[Input Boundary: Start]

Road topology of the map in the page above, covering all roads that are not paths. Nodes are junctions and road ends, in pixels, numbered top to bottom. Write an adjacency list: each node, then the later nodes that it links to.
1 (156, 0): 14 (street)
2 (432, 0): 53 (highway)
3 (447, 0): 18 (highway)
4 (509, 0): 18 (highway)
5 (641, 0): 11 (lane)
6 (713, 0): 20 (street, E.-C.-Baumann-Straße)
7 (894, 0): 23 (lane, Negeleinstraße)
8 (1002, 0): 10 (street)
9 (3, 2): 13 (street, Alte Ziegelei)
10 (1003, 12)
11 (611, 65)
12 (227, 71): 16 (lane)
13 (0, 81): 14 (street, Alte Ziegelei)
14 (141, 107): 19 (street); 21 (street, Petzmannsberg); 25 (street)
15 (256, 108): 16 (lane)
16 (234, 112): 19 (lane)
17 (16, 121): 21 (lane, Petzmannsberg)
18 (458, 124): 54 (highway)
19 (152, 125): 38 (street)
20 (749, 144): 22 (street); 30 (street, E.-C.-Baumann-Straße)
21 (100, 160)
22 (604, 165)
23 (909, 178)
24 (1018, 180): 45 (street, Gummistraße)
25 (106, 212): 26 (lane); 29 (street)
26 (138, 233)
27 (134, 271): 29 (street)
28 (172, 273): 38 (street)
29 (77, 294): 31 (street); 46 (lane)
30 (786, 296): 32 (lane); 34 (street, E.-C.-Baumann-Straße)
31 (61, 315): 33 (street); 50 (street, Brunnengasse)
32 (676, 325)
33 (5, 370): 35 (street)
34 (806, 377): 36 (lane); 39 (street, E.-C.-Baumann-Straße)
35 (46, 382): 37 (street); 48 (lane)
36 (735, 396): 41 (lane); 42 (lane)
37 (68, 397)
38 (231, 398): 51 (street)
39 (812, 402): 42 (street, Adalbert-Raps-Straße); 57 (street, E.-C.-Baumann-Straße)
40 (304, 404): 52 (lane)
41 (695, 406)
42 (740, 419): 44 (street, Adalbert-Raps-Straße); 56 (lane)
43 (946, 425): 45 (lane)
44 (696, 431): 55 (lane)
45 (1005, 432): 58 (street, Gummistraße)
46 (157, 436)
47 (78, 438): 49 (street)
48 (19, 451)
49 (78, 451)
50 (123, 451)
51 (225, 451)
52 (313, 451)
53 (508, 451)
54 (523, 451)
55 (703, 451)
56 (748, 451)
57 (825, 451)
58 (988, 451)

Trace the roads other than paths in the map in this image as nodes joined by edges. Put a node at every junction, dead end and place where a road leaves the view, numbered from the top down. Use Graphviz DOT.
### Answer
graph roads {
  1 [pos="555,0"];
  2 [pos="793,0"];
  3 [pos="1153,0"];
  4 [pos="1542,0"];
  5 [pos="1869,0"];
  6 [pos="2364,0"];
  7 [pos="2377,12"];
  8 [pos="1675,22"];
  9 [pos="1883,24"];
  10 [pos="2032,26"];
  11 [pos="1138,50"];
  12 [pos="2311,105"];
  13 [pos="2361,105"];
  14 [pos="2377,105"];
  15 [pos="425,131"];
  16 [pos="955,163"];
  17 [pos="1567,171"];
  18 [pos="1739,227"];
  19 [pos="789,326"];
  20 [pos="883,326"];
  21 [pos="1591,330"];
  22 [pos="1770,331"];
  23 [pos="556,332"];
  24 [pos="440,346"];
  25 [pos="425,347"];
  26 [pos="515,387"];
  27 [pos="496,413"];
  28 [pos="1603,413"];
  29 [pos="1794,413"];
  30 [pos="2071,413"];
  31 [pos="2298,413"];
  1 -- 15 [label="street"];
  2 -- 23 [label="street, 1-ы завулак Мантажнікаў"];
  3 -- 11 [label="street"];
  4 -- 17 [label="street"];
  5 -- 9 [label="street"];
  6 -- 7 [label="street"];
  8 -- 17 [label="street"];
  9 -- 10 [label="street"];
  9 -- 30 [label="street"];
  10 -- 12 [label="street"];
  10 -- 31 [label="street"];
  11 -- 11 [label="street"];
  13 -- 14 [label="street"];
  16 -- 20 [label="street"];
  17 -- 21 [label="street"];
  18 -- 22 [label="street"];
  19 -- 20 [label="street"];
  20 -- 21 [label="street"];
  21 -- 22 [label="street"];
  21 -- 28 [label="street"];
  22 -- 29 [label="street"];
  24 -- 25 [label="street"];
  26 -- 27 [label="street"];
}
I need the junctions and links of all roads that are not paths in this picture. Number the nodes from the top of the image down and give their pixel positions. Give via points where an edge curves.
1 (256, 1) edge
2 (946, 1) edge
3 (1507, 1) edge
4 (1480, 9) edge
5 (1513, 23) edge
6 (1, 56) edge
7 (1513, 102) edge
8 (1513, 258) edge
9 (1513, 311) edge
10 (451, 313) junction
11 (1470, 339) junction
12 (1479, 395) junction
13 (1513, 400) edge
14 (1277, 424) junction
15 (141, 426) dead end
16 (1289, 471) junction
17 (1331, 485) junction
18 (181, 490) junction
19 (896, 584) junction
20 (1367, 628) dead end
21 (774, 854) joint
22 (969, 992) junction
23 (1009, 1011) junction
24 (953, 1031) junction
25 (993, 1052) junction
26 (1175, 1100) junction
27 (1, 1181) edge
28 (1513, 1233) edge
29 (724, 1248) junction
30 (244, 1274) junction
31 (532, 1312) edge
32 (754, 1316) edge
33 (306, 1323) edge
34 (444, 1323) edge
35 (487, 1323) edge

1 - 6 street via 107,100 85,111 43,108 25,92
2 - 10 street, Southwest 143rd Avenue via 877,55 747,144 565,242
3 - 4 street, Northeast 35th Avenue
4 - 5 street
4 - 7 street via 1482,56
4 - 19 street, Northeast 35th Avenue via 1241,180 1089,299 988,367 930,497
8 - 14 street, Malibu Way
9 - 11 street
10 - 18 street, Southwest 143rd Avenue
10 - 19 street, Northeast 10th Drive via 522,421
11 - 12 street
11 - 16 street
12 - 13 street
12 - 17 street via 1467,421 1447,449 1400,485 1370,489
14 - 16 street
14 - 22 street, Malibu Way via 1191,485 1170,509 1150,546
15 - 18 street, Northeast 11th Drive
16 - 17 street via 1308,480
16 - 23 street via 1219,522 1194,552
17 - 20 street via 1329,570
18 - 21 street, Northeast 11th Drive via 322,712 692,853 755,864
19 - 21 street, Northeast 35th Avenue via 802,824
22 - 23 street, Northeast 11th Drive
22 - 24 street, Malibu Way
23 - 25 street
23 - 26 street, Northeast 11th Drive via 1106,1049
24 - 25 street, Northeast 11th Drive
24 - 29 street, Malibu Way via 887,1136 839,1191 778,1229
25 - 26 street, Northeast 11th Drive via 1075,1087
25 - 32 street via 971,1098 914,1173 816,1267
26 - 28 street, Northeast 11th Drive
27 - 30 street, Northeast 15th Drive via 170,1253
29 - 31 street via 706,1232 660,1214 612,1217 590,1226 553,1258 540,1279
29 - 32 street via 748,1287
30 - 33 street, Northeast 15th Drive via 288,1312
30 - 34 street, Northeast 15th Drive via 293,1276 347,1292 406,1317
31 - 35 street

[Input Boundary: End]

• **Work instructions**:
What you output should match every line above exactly.

• **Solution to the problem**:
Road topology of the map in the page above, covering all roads that are not paths. Nodes are junctions and road ends, in pixels, numbered top to bottom. Write an adjacency list: each node, then the later nodes that it links to.
1 (156, 0): 14 (street)
2 (432, 0): 53 (highway)
3 (447, 0): 18 (highway)
4 (509, 0): 18 (highway)
5 (641, 0): 11 (lane)
6 (713, 0): 20 (street, E.-C.-Baumann-Straße)
7 (894, 0): 23 (lane, Negeleinstraße)
8 (1002, 0): 10 (street)
9 (3, 2): 13 (street, Alte Ziegelei)
10 (1003, 12)
11 (611, 65)
12 (227, 71): 16 (lane)
13 (0, 81): 14 (street, Alte Ziegelei)
14 (141, 107): 19 (street); 21 (street, Petzmannsberg); 25 (street)
15 (256, 108): 16 (lane)
16 (234, 112): 19 (lane)
17 (16, 121): 21 (lane, Petzmannsberg)
18 (458, 124): 54 (highway)
19 (152, 125): 38 (street)
20 (749, 144): 22 (street); 30 (street, E.-C.-Baumann-Straße)
21 (100, 160)
22 (604, 165)
23 (909, 178)
24 (1018, 180): 45 (street, Gummistraße)
25 (106, 212): 26 (lane); 29 (street)
26 (138, 233)
27 (134, 271): 29 (street)
28 (172, 273): 38 (street)
29 (77, 294): 31 (street); 46 (lane)
30 (786, 296): 32 (lane); 34 (street, E.-C.-Baumann-Straße)
31 (61, 315): 33 (street); 50 (street, Brunnengasse)
32 (676, 325)
33 (5, 370): 35 (street)
34 (806, 377): 36 (lane); 39 (street, E.-C.-Baumann-Straße)
35 (46, 382): 37 (street); 48 (lane)
36 (735, 396): 41 (lane); 42 (lane)
37 (68, 397)
38 (231, 398): 51 (street)
39 (812, 402): 42 (street, Adalbert-Raps-Straße); 57 (street, E.-C.-Baumann-Straße)
40 (304, 404): 52 (lane)
41 (695, 406)
42 (740, 419): 44 (street, Adalbert-Raps-Straße); 56 (lane)
43 (946, 425): 45 (lane)
44 (696, 431): 55 (lane)
45 (1005, 432): 58 (street, Gummistraße)
46 (157, 436)
47 (78, 438): 49 (street)
48 (19, 451)
49 (78, 451)
50 (123, 451)
51 (225, 451)
52 (313, 451)
53 (508, 451)
54 (523, 451)
55 (703, 451)
56 (748, 451)
57 (825, 451)
58 (988, 451)

Trace the roads other than paths in the map in this image as nodes joined by edges. Put a node at every junction, dead end and place where a road leaves the view, numbered from the top down. Use Graphviz DOT.
### Answer
graph roads {
  1 [pos="555,0"];
  2 [pos="793,0"];
  3 [pos="1153,0"];
  4 [pos="1542,0"];
  5 [pos="1869,0"];
  6 [pos="2364,0"];
  7 [pos="2377,12"];
  8 [pos="1675,22"];
  9 [pos="1883,24"];
  10 [pos="2032,26"];
  11 [pos="1138,50"];
  12 [pos="2311,105"];
  13 [pos="2361,105"];
  14 [pos="2377,105"];
  15 [pos="425,131"];
  16 [pos="955,163"];
  17 [pos="1567,171"];
  18 [pos="1739,227"];
  19 [pos="789,326"];
  20 [pos="883,326"];
  21 [pos="1591,330"];
  22 [pos="1770,331"];
  23 [pos="556,332"];
  24 [pos="440,346"];
  25 [pos="425,347"];
  26 [pos="515,387"];
  27 [pos="496,413"];
  28 [pos="1603,413"];
  29 [pos="1794,413"];
  30 [pos="2071,413"];
  31 [pos="2298,413"];
  1 -- 15 [label="street"];
  2 -- 23 [label="street, 1-ы завулак Мантажнікаў"];
  3 -- 11 [label="street"];
  4 -- 17 [label="street"];
  5 -- 9 [label="street"];
  6 -- 7 [label="street"];
  8 -- 17 [label="street"];
  9 -- 10 [label="street"];
  9 -- 30 [label="street"];
  10 -- 12 [label="street"];
  10 -- 31 [label="street"];
  11 -- 11 [label="street"];
  13 -- 14 [label="street"];
  16 -- 20 [label="street"];
  17 -- 21 [label="street"];
  18 -- 22 [label="street"];
  19 -- 20 [label="street"];
  20 -- 21 [label="street"];
  21 -- 22 [label="street"];
  21 -- 28 [label="street"];
  22 -- 29 [label="street"];
  24 -- 25 [label="street"];
  26 -- 27 [label="street"];
}
I need the junctions and links of all roads that are not paths in this picture. Number the nodes from the top of the image down and give their pixel positions. Give via points where an edge curves.
1 (256, 1) edge
2 (946, 1) edge
3 (1507, 1) edge
4 (1480, 9) edge
5 (1513, 23) edge
6 (1, 56) edge
7 (1513, 102) edge
8 (1513, 258) edge
9 (1513, 311) edge
10 (451, 313) junction
11 (1470, 339) junction
12 (1479, 395) junction
13 (1513, 400) edge
14 (1277, 424) junction
15 (141, 426) dead end
16 (1289, 471) junction
17 (1331, 485) junction
18 (181, 490) junction
19 (896, 584) junction
20 (1367, 628) dead end
21 (774, 854) joint
22 (969, 992) junction
23 (1009, 1011) junction
24 (953, 1031) junction
25 (993, 1052) junction
26 (1175, 1100) junction
27 (1, 1181) edge
28 (1513, 1233) edge
29 (724, 1248) junction
30 (244, 1274) junction
31 (532, 1312) edge
32 (754, 1316) edge
33 (306, 1323) edge
34 (444, 1323) edge
35 (487, 1323) edge

1 - 6 street via 107,100 85,111 43,108 25,92
2 - 10 street, Southwest 143rd Avenue via 877,55 747,144 565,242
3 - 4 street, Northeast 35th Avenue
4 - 5 street
4 - 7 street via 1482,56
4 - 19 street, Northeast 35th Avenue via 1241,180 1089,299 988,367 930,497
8 - 14 street, Malibu Way
9 - 11 street
10 - 18 street, Southwest 143rd Avenue
10 - 19 street, Northeast 10th Drive via 522,421
11 - 12 street
11 - 16 street
12 - 13 street
12 - 17 street via 1467,421 1447,449 1400,485 1370,489
14 - 16 street
14 - 22 street, Malibu Way via 1191,485 1170,509 1150,546
15 - 18 street, Northeast 11th Drive
16 - 17 street via 1308,480
16 - 23 street via 1219,522 1194,552
17 - 20 street via 1329,570
18 - 21 street, Northeast 11th Drive via 322,712 692,853 755,864
19 - 21 street, Northeast 35th Avenue via 802,824
22 - 23 street, Northeast 11th Drive
22 - 24 street, Malibu Way
23 - 25 street
23 - 26 street, Northeast 11th Drive via 1106,1049
24 - 25 street, Northeast 11th Drive
24 - 29 street, Malibu Way via 887,1136 839,1191 778,1229
25 - 26 street, Northeast 11th Drive via 1075,1087
25 - 32 street via 971,1098 914,1173 816,1267
26 - 28 street, Northeast 11th Drive
27 - 30 street, Northeast 15th Drive via 170,1253
29 - 31 street via 706,1232 660,1214 612,1217 590,1226 553,1258 540,1279
29 - 32 street via 748,1287
30 - 33 street, Northeast 15th Drive via 288,1312
30 - 34 street, Northeast 15th Drive via 293,1276 347,1292 406,1317
31 - 35 street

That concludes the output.